#### [Action item]
Leave out the images and repeat every entry below exactly.
-------- Extracted entries --------
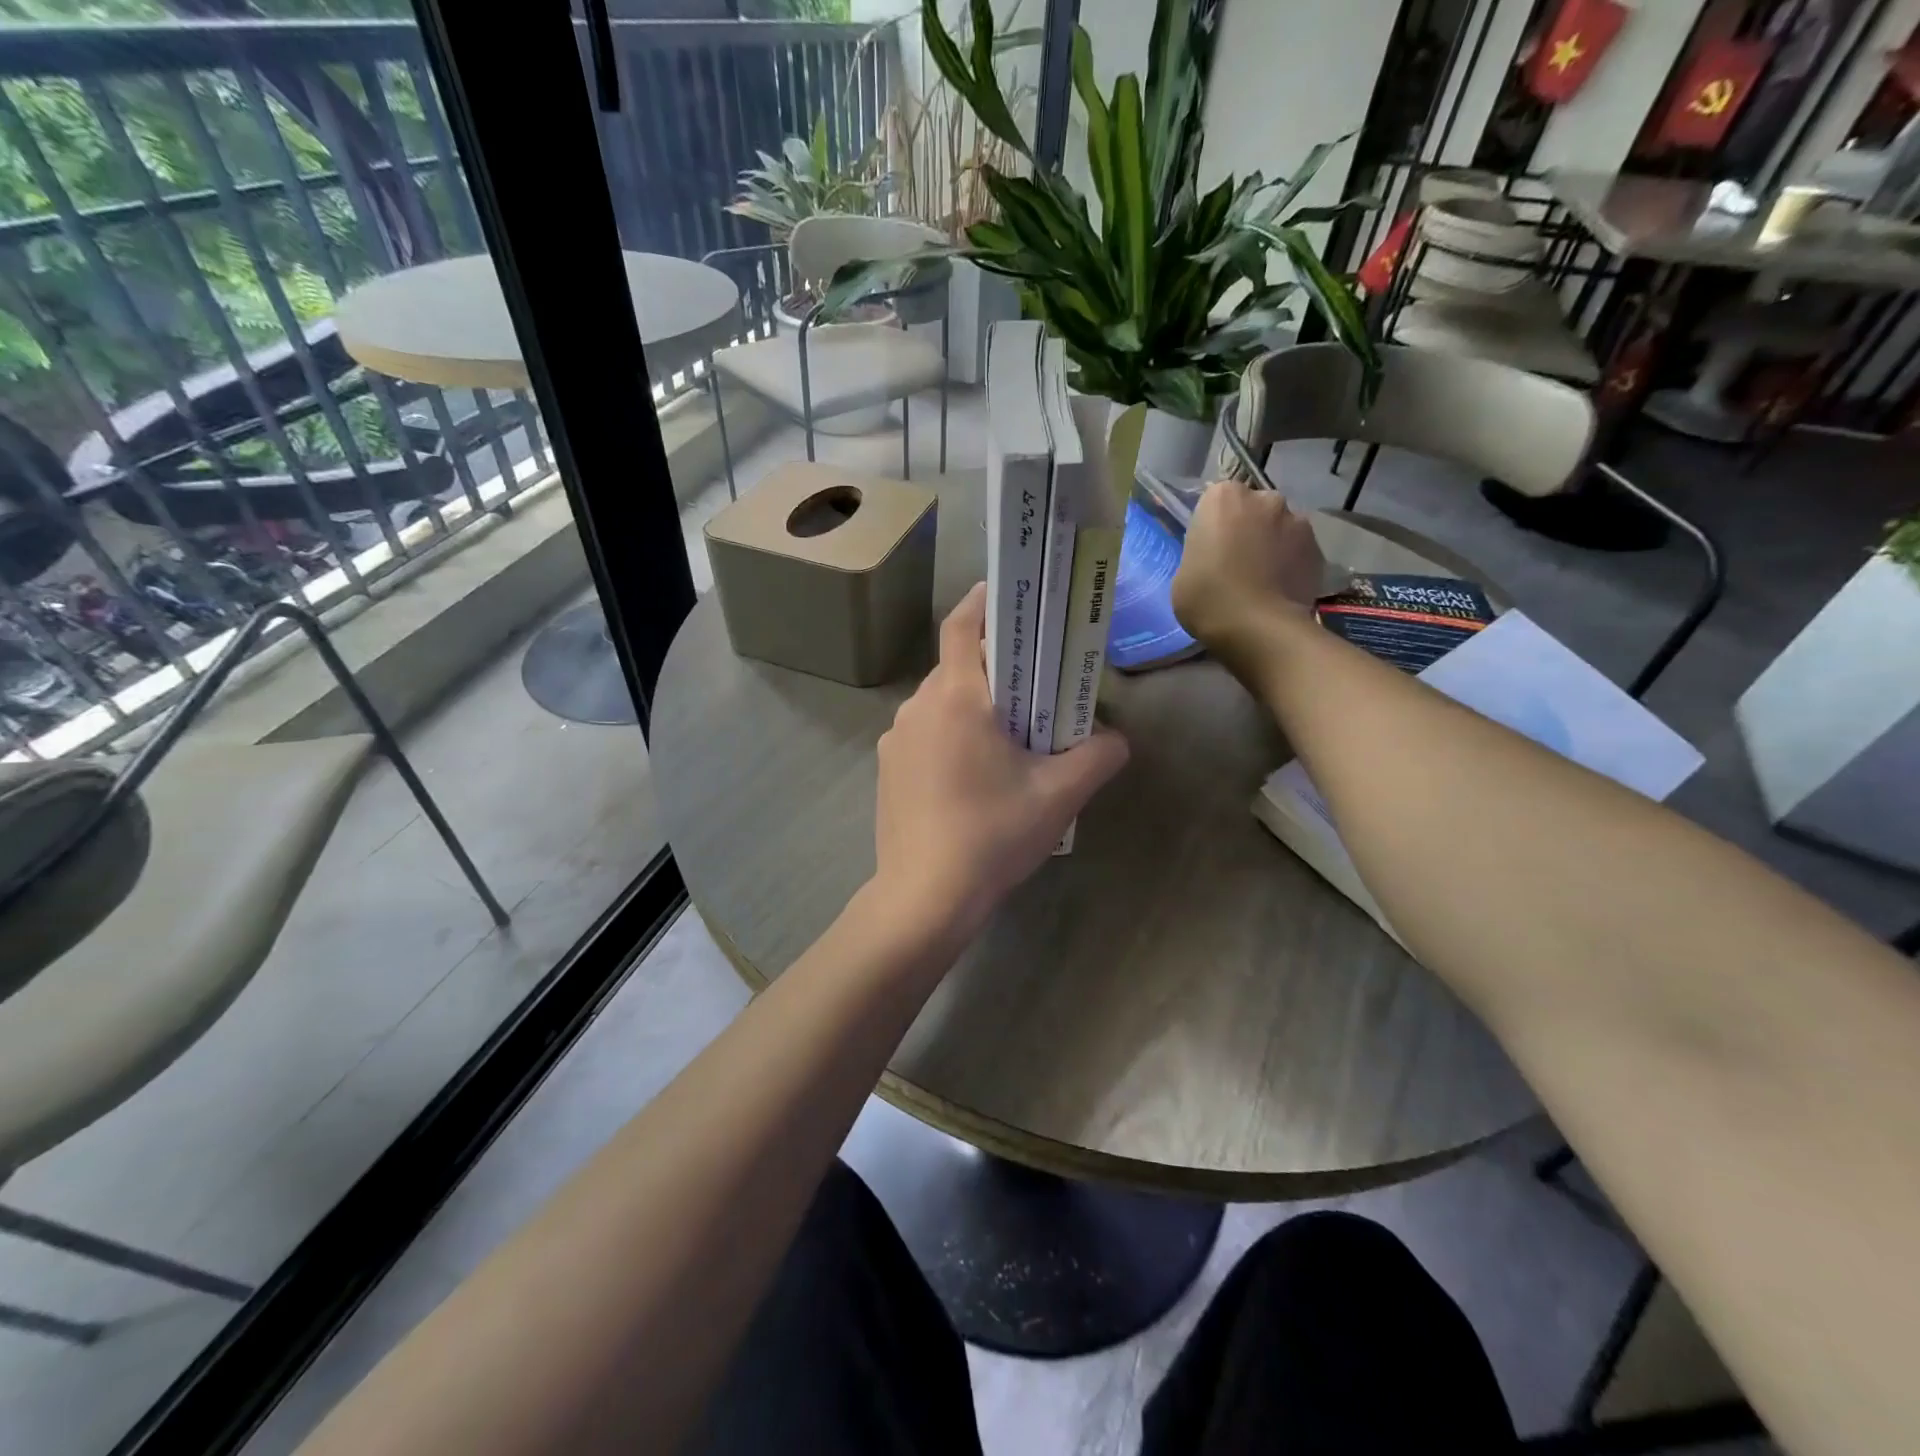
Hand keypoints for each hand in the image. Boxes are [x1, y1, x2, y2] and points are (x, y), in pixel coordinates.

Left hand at [871, 583, 1128, 948]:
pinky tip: (973, 773)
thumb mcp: (1059, 795)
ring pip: (939, 703)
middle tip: (1034, 681)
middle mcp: (917, 707)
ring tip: (1008, 733)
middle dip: (995, 666)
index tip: (1010, 593)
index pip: (963, 626)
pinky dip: (949, 735)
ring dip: (972, 705)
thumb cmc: (992, 834)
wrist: (924, 896)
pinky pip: (924, 734)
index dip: (985, 601)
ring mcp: (895, 740)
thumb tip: (1117, 740)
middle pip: (957, 666)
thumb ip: (1097, 756)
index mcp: (956, 698)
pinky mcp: (887, 769)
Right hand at [1171, 478, 1326, 662]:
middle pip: (1253, 508)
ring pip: (1279, 527)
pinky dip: (1291, 562)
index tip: (1210, 548)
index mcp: (1223, 498)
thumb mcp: (1184, 573)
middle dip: (1247, 528)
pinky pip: (1298, 550)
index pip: (1216, 501)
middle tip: (1237, 562)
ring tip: (1263, 579)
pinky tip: (1281, 588)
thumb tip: (1217, 556)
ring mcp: (1296, 520)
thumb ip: (1201, 552)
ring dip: (1272, 544)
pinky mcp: (1318, 547)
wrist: (1258, 628)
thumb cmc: (1207, 598)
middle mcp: (1264, 498)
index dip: (1213, 525)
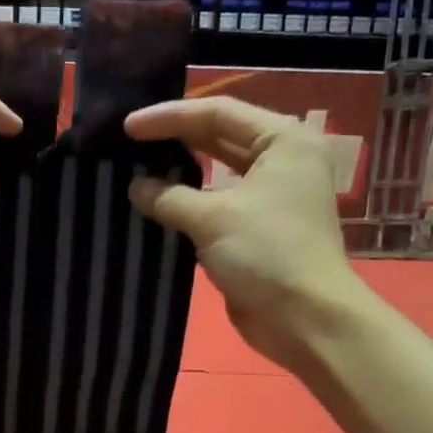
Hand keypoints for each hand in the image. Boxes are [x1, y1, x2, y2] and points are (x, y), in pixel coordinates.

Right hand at [125, 97, 359, 371]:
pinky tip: (154, 206)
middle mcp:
--------
#### [Solution to the exercise]
Hand keypoints for each hand in the image. Boxes are [x1, y1, x2, y2] and points are (x, y), in pixel coordinates.

Left hand at [871, 583, 1128, 948]:
pinky tip: (973, 773)
thumb mcp: (1059, 795)
ring pip: (939, 703)
middle tip: (1034, 681)
middle mcp: (917, 707)
ring tip: (1008, 733)
middle dip: (995, 666)
index tip: (1010, 593)
index pip: (963, 626)
pinky dip: (949, 735)
ring dip: (972, 705)
thumb cmc: (992, 834)
wrist: (924, 896)
pinky pip: (924, 734)
index dip: (985, 601)
ring mcp: (895, 740)
thumb tip: (1117, 740)
middle pip: (957, 666)
thumb ip: (1097, 756)
index mcp: (956, 698)
pinky mcp: (887, 769)
Right hand at [1171, 478, 1326, 662]:
middle pip: (1253, 508)
ring pip: (1279, 527)
pinky dip: (1291, 562)
index tip: (1210, 548)
index mcp: (1223, 498)
thumb mcp: (1184, 573)
middle dip: (1247, 528)
pinky pip: (1298, 550)
index pip: (1216, 501)
middle tip: (1237, 562)
ring tip: (1263, 579)
pinky tip: (1281, 588)
thumb tip: (1217, 556)
ring mcp: (1296, 520)
thumb ip: (1201, 552)
ring dip: (1272, 544)
pinky mcp: (1318, 547)
wrist: (1258, 628)
thumb cmc: (1207, 598)
middle mcp: (1264, 498)
index dip: (1213, 525)
Hand keypoints for each hand in the image. Boxes are [x1, y1, x2, y2] and points are (x, y), in pixel coordinates.

Right hand at [125, 97, 359, 371]:
pinky tip: (154, 206)
middle mcp:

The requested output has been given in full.